#### [Task directions]
Count up the lines holding "nodes" in the material, then reply with only the number.

#### [Records supplied]
__________

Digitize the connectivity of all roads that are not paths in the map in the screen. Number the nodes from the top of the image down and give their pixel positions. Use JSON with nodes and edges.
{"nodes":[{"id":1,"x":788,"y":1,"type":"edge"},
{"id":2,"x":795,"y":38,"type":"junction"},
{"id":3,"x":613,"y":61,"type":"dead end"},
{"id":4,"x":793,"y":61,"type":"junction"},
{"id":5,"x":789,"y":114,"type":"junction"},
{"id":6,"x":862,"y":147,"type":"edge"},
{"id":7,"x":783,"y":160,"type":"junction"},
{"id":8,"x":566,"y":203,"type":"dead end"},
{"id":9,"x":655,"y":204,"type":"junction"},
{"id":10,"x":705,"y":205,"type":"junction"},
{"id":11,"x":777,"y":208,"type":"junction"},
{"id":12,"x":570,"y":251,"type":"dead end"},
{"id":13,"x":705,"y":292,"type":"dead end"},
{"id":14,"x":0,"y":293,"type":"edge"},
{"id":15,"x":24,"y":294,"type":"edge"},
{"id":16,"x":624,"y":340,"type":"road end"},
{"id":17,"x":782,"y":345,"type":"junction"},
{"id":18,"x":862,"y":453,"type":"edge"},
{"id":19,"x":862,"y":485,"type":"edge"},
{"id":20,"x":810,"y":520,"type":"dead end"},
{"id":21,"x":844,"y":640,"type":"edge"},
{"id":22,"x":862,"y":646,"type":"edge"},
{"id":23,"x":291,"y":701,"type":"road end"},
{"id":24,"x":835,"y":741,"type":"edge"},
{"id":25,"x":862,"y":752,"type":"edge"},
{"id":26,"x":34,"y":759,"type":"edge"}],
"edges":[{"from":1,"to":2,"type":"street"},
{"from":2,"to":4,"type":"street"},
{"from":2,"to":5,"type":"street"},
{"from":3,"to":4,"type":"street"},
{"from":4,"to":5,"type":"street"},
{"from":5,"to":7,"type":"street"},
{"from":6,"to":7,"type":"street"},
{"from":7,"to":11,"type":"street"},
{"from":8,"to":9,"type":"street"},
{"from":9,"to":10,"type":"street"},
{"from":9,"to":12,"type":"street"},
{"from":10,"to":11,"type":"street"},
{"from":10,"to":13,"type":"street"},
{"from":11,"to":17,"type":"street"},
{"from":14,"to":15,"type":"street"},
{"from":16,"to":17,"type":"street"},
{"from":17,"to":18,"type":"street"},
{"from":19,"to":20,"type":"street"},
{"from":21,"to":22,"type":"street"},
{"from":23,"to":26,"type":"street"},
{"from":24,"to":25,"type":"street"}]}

__________

#### [Solution below]
2